5. The algorithm for sleep automatic staging according to claim 1, characterized in that: the step S4 further includes the following sub-steps: s41, dividing the three-dimensional tensor X of the feature space generated by seq into a final training data set, a verification data set and a test data set; s42, inputting the sequence seq with time sequence into the bidirectional gating circulation unit Bi-GRU network model, and tensor X of feature space generated by seq belongs to R^{N× M × k}Reasonably setting the structure, the training mode and the initial parameters of a network model when the requirement of a Bi-GRU input layer is met, and then loading a data set to start the training of the model; and S43, storing the Bi-directional gating circulation unit Bi-GRU network model after the Bi-directional gating circulation unit Bi-GRU network model reaches a preset termination condition.
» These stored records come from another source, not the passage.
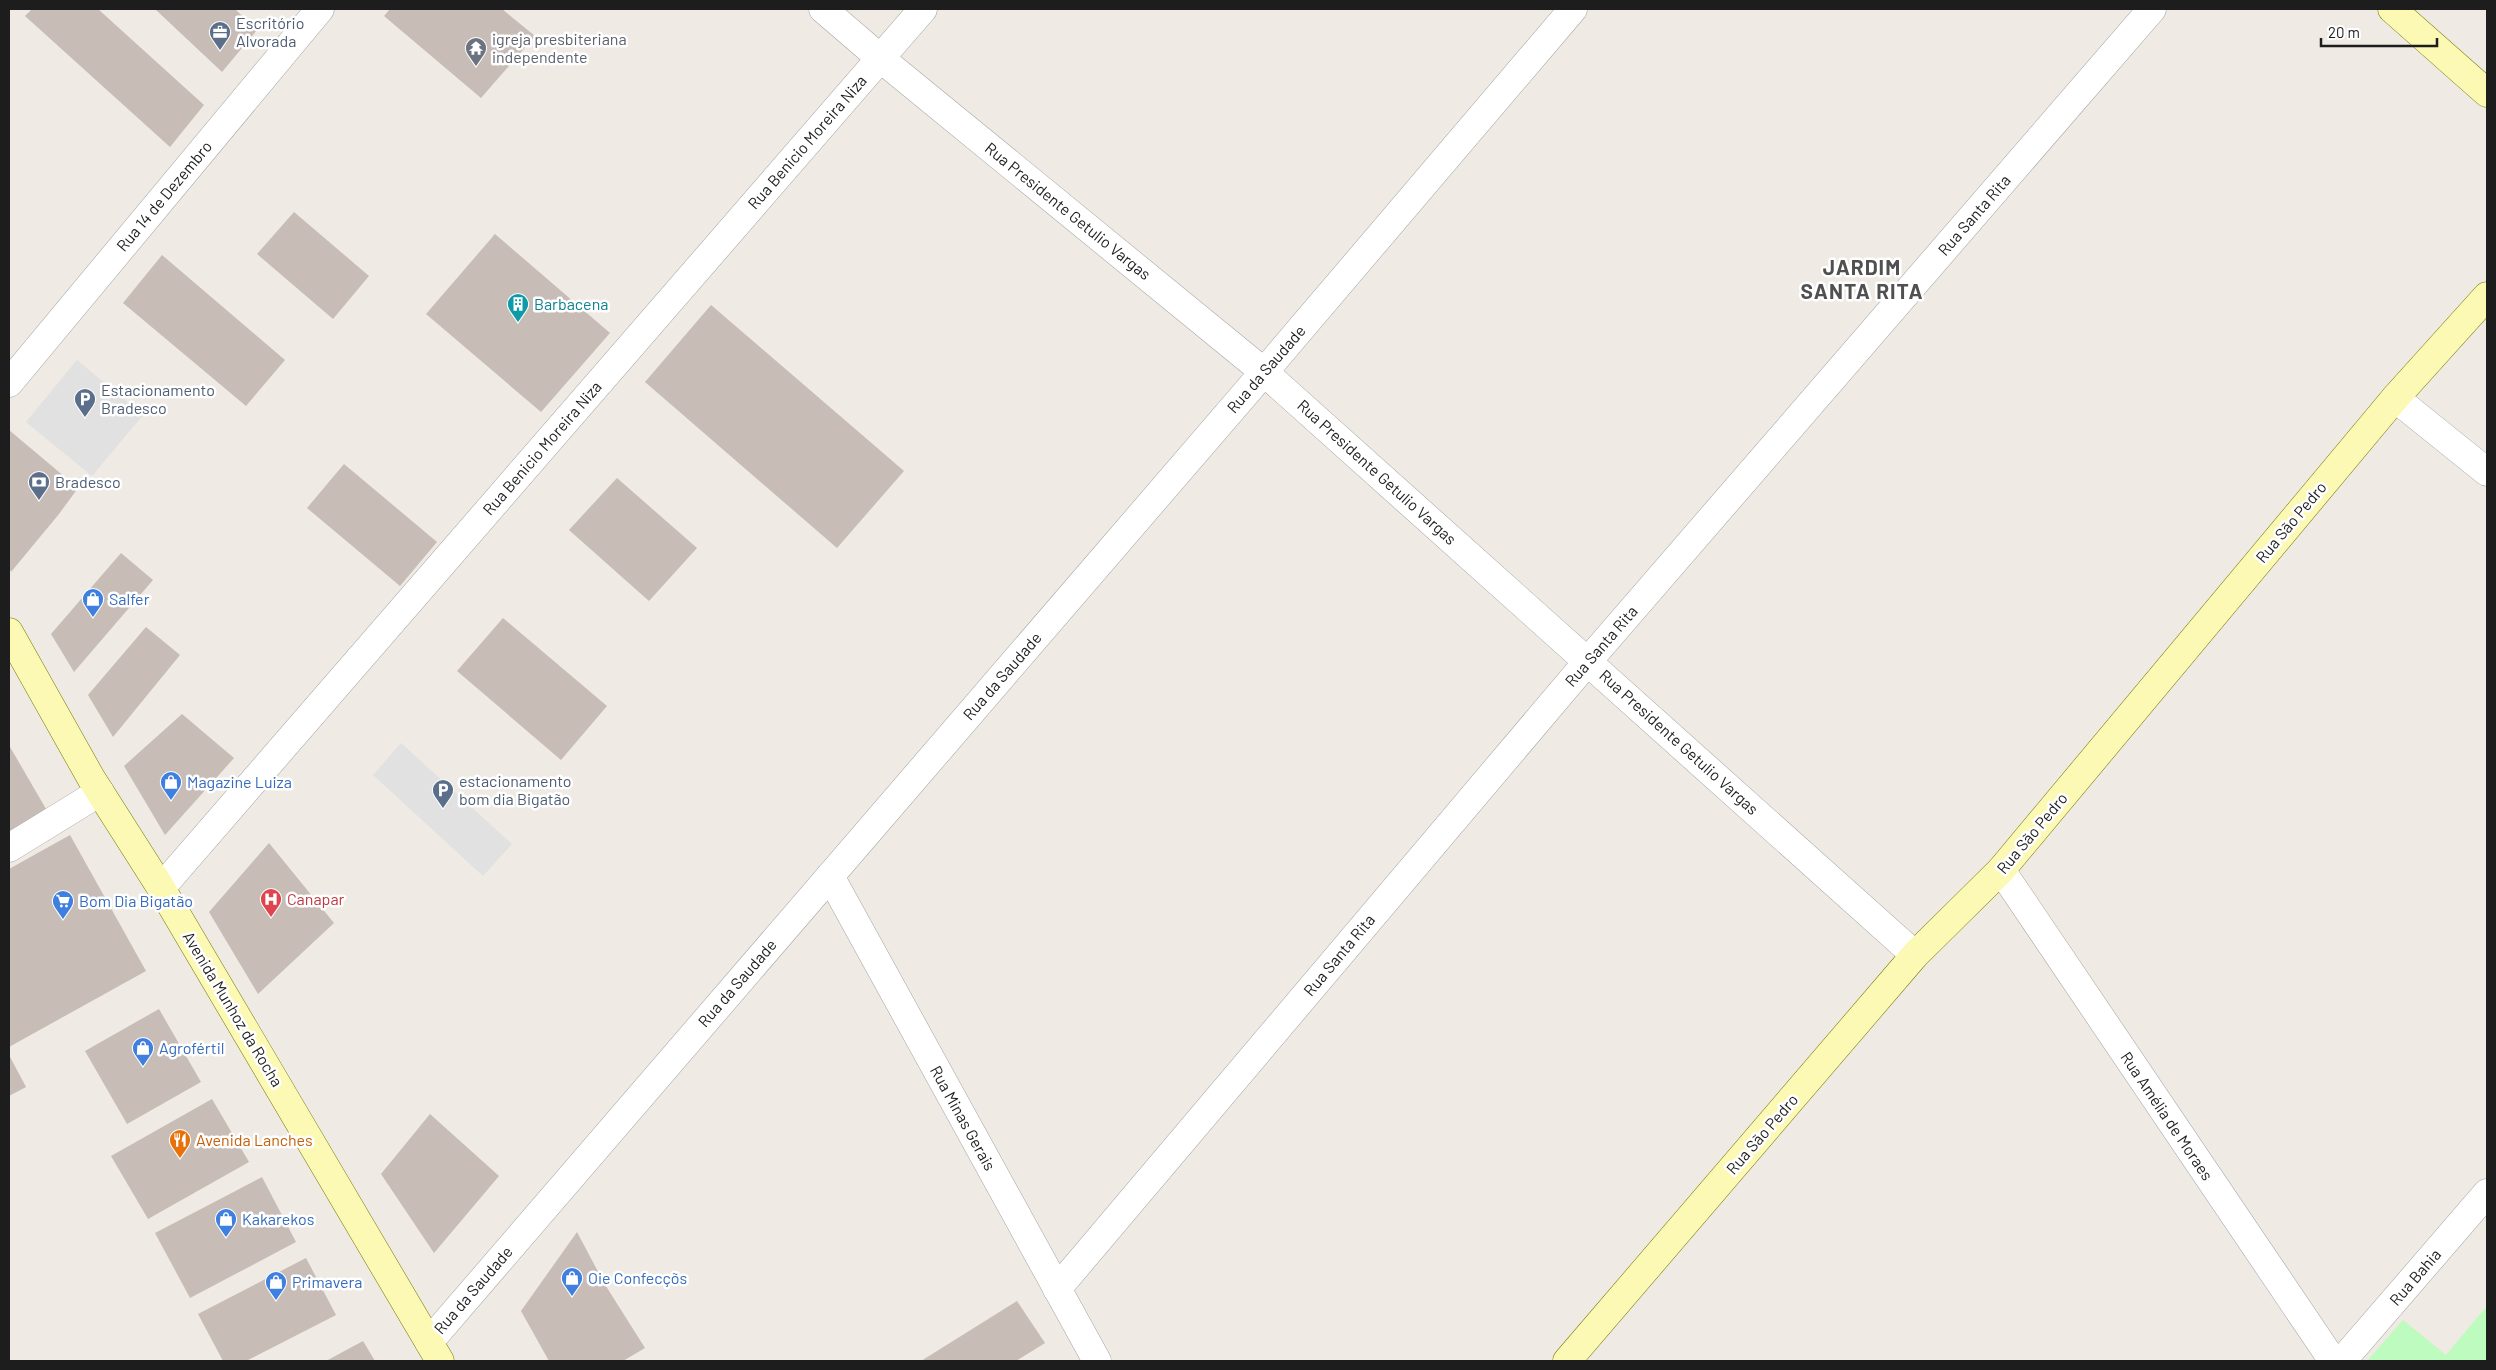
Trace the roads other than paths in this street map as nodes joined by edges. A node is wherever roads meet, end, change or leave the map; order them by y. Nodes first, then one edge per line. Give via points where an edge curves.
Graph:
1 (320, 9) edge
2 (823, 9) edge
3 (923, 9) edge
4 (1573, 9) edge
5 (2152, 9) edge
6 (2392, 9) edge
7 (880, 58) junction
8 (2487, 93) edge
9 (2487, 296) edge
10 (1264, 372) junction
11 (9, 382) edge
12 (2395, 398) junction
13 (2487, 472) edge
14 (9, 632) edge
15 (1588, 660) junction
16 (100, 792) junction
17 (9, 848) edge
18 (2001, 870) junction
19 (830, 876) junction
20 (161, 888) junction
21 (1915, 955) junction
22 (2487, 1193) edge
23 (1057, 1289) junction
24 (434, 1352) edge
25 (1097, 1361) edge
26 (1567, 1361) edge
27 (2333, 1361) edge
28 (2342, 1361) edge

1 - 11 street, Rua 14 de Dezembro
2 - 7 street, Rua Presidente Getulio Vargas
3 - 7 street, Rua Benicio Moreira Niza
4 - 10 street, Rua da Saudade
5 - 15 street, Rua Santa Rita
6 - 8 street
7 - 10 street, Rua Presidente Getulio Vargas
7 - 20 street, Rua Benicio Moreira Niza
9 - 12 street, Rua São Pedro
10 - 15 street, Rua Presidente Getulio Vargas
10 - 19 street, Rua da Saudade
12 - 13 street
12 - 18 street, Rua São Pedro
14 - 16 street, Avenida Munhoz da Rocha
15 - 21 street, Rua Presidente Getulio Vargas
15 - 23 street, Rua Santa Rita
16 - 17 street
16 - 20 street, Avenida Munhoz da Rocha
18 - 21 street, Rua São Pedro
18 - 27 street, Rua Amélia de Moraes
19 - 23 street, Rua Minas Gerais
19 - 24 street, Rua da Saudade
20 - 24 street, Avenida Munhoz da Rocha
21 - 26 street, Rua São Pedro
22 - 28 street, Rua Bahia
23 - 25 street, Rua Minas Gerais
6. The algorithm for sleep automatic staging according to claim 1, characterized in that: the step S5 further includes the following sub-steps: s51, all data are transmitted forward by using the network model to obtain a label of a sleep classification stage corresponding to a data sample, wherein the data sample is a training set and a verification set generated by the data set; and S52, comparing the classification result labels of the machine models with the manual classification result labels of the experts, recording evaluation indexes of each section of data set, including accuracy, recall rate and F1 score, and completing construction of the network model.

7. The algorithm for sleep automatic staging according to claim 1, characterized in that: the step S7 further includes the following sub-steps: s71, constructing a conditional random field CRF model, inputting the tag sequence training set in the step S6 and tag sequences corresponding to the manual staging of experts into the conditional random field CRF model, setting the number K of feature functions, and iteratively training optimal parameters to further obtain the conditional probability P (y | x) of the conditional random field; and S72, testing the corrected result of the CRF model, calculating the optimal tag sequence y by using the conditional probability P (y | x) and the tag sequence x S in the verification set, finally calculating evaluation indexes including accuracy, and statistically comparing the results of the CRF correction model and the network model.